An agency cost can be described as an expense which the company's owners would be needed to bear as a result of the actions and decision made by the management of an company ( agents) acting on behalf of the owners ( shareholders and preferably working to generate higher value for the shareholders. Agency costs can be said to have arise if there is inefficiencies on the part of themanagers disruptions which are caused by the actions of the managers and consequently the dissatisfaction raised among the shareholders. Particularly agency costs can arise if there are instances of conflicts between the position taken by the management and what is needed by the shareholders. Agency cost is thus the payment which is required to be paid to the agents by the shareholders or ownersof a company.

For example, the owners always need the management to act in a manner which would be helpful for the shareholders to increase wealth of theirs but theadministration or the management might act in a manner which is perceived to be contrary to the interests of the shareholders and thus the conflict arises between the two. Management sometimes can act in a manner in which the managers would benefit more in the form of raised salaries and commissions but the same would not increase the value of the company and shareholders wealth.

In this assignment, I would be dissecting the agency cost borne by the owners of the Apple Inc in recent years and how the same has impacted the firms valuation and interests of the firms shareholders.

Literature Review

Agency costs generally arise from the actions undertaken by the agent on behalf of the principals. And the costs arise because ofdisruptions caused, inefficiencies created and also because of shareholders dissatisfaction with the working of the management. Agency costs are the costs which would be paid to the management or the agents to keep at bay the agency risks. Agency costs are necessary expenses within any organization where the principals do not yield complete autonomous power. Because the shareowners fail to operate in amanner which does not benefit the managers working beneath them, the shareholders would be required to ay associated costs to keep the management and others interested in working for the overall benefit of the owners. If the shareholders fail to pay or agree to pay then the same might help in management inaction and indifferent decisions which hits the firms bottom lines and reduce the market value of the firm and the market value each owners portion of the firms value. Thus to avoid such a situation the shareholders would be required to pay the managers performance bonuses, offer various stock options and many other incentives to keep them motivated and work for the overall benefit of the shareholders. The agents motive must be to help the firm do well and grow and keep the interests of all the interested parties aligning in the long term (Brealey, et al., 2017).

Dissatisfied Shareholders

Howeve, it must be remembered that the management is only acting as agents on behalf of the principals and owners. Shareholders are the owners of the company and the ultimate decision making lies with them. Therefore there can be times when the shareholders don't agree with the decisions taken by the managers and might not be inclined to keep the stocks in their hands in the long term. If they are dissatisfied with the decision making and also about the results then theshareholders would be willing to sell their holdings to minimise their losses. A specific actions by the managers and not liked by the shareholders can lead to a long term chain reaction of selling of shares which has the potential to dilute the market value of the firm. If the current shareholders are willing to sell the same can also discourage potential shareholders from buying and potentially more dangerous as the prices can spiral downward more frequently and dilute the position of the forms value further. Thus unfavourable agency decisions might boomerang for both the management and also the firm (Jordan & Jr., 2010).
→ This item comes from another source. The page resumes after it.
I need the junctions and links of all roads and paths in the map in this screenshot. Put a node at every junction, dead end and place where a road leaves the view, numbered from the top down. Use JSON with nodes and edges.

Howeve, if the shareholders are partially not endorsing the decisions of the board or the managers then they can make efforts to bring in more reforms to the comparison and remove managers and director who are seen as unfavourable and bring in directors who are believed to work for their benefits. However, this process might have significant financial cost ofr the shareholders in thro form of management with others, lapse of time and effort put in for making the reforms. However such abrupt changes made to a company's Board of directors can also bring in redtapes and recalibration of the managers in power and the same can be disastrous for the shareholders contrary to their expectations.
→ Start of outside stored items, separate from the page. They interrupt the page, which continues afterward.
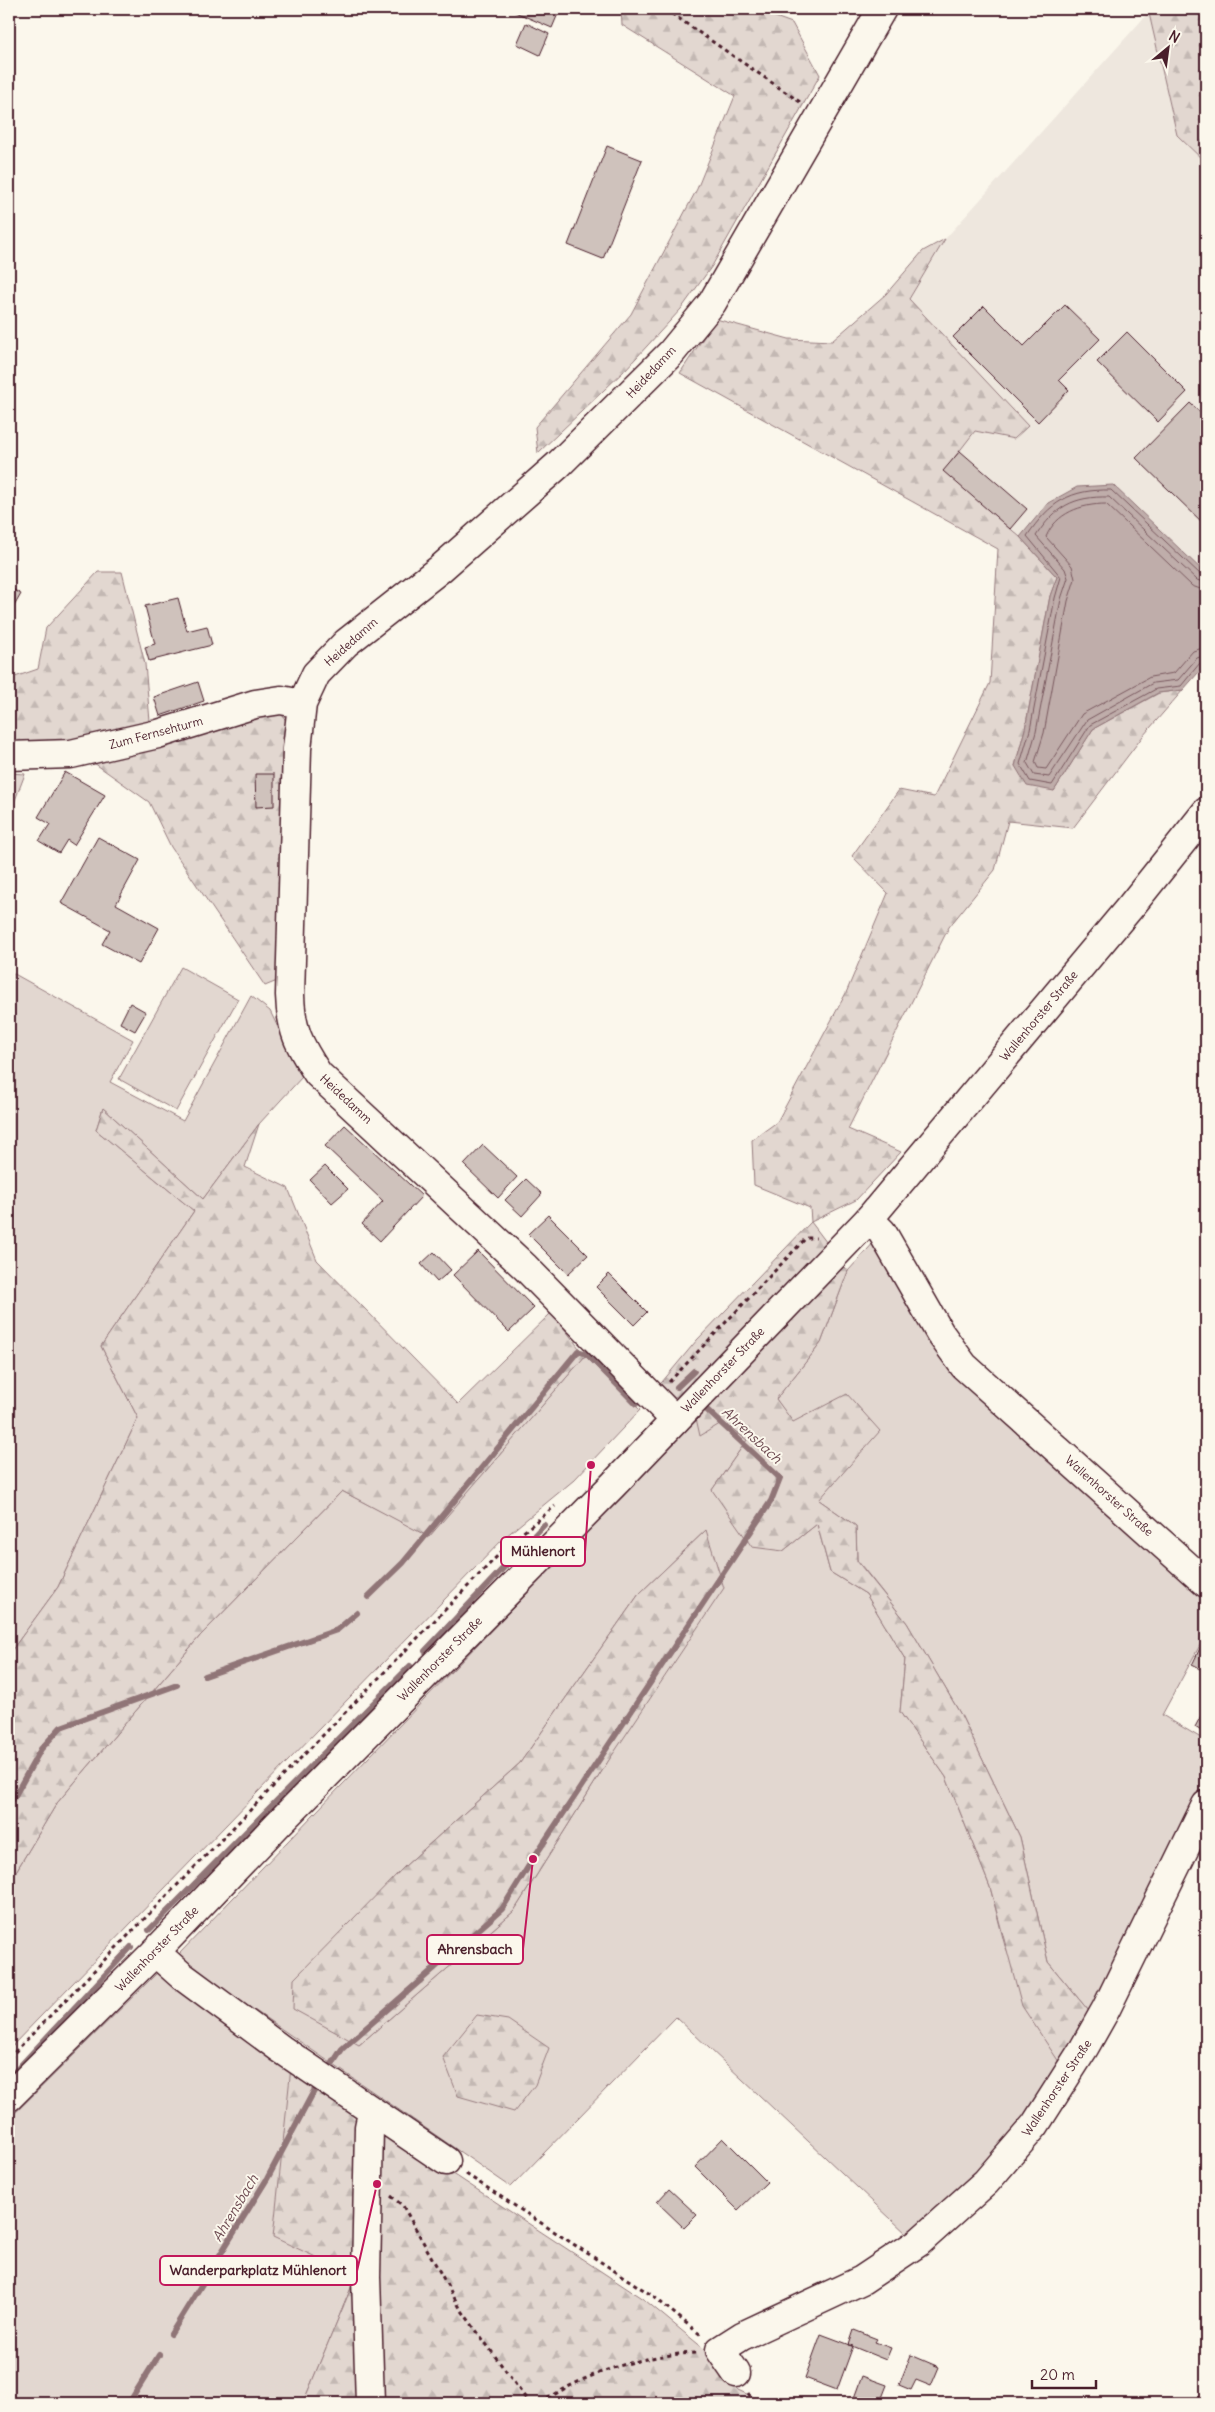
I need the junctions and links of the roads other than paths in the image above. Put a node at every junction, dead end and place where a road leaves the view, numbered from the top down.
1 (882, 9) edge
2 (302, 704) junction
3 (9, 756) edge
4 (1206, 812) edge
5 (869, 1219) junction
6 (675, 1420) junction
7 (1206, 1583) edge
8 (1206, 1805) edge
9 (155, 1952) junction
10 (9, 2097) edge
11 (372, 2113) junction
12 (446, 2161) road end
13 (736, 2373) dead end
14 (370, 2403) edge

1 - 2 street, Heidedamm
2 - 3 street, Zum Fernsehturm
2 - 6 street, Heidedamm
4 - 5 street, Wallenhorster Straße
5 - 6 street, Wallenhorster Straße
5 - 7 street, Wallenhorster Straße
6 - 9 street, Wallenhorster Straße
8 - 13 street, Wallenhorster Straße
9 - 10 street, Wallenhorster Straße
9 - 11 street
11 - 12 street
11 - 14 street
Apple Inc is a multinational company with operations over 90-100 countries and hence quite diversified. Most of the decisions undertaken by the Executives who were appointed to the Board are by the shareholders and the intention of the shareholders is to let the BOD work in a way that maximises earnings and value. However, despite being a successful company Apple Inc faces significant decision making regarding alignment of the shareholders and managers interest and hence need to pay significant agency costs and bear significantly high agency risks.

Performance Related Pay

Apple Inc has almost perfected the compensation linked to performance. Apple Inc has traditionally been paying the CEO and others comparably to what others in the same industry pay. But since 2012 it has shown a tendency to pay higher to the Board members and CEO/CFO etc on the back of higher sales growth, earnings growth and market capitalisation. Most of the bigger companies peg the payments to employees and mangers in way in which the revenue and growth of revenue very weakly related to the payments made to leadership group and the returns generated by shareholders. Usually, the shareholders return is very low as compared to growth in pay. However, in the case of Apple Inc, the growth of pay to the leadership group is quite similar to the shareholders returns. Apple Inc's pay packages are modified in a manner under which the shareholders return is quite related to growth of sales and growth of compensation. The total shareholders return and sales growth for apple Inc is many times higher (10X) than the peers in S&P 500 (ROSS and Westerfield, 2012).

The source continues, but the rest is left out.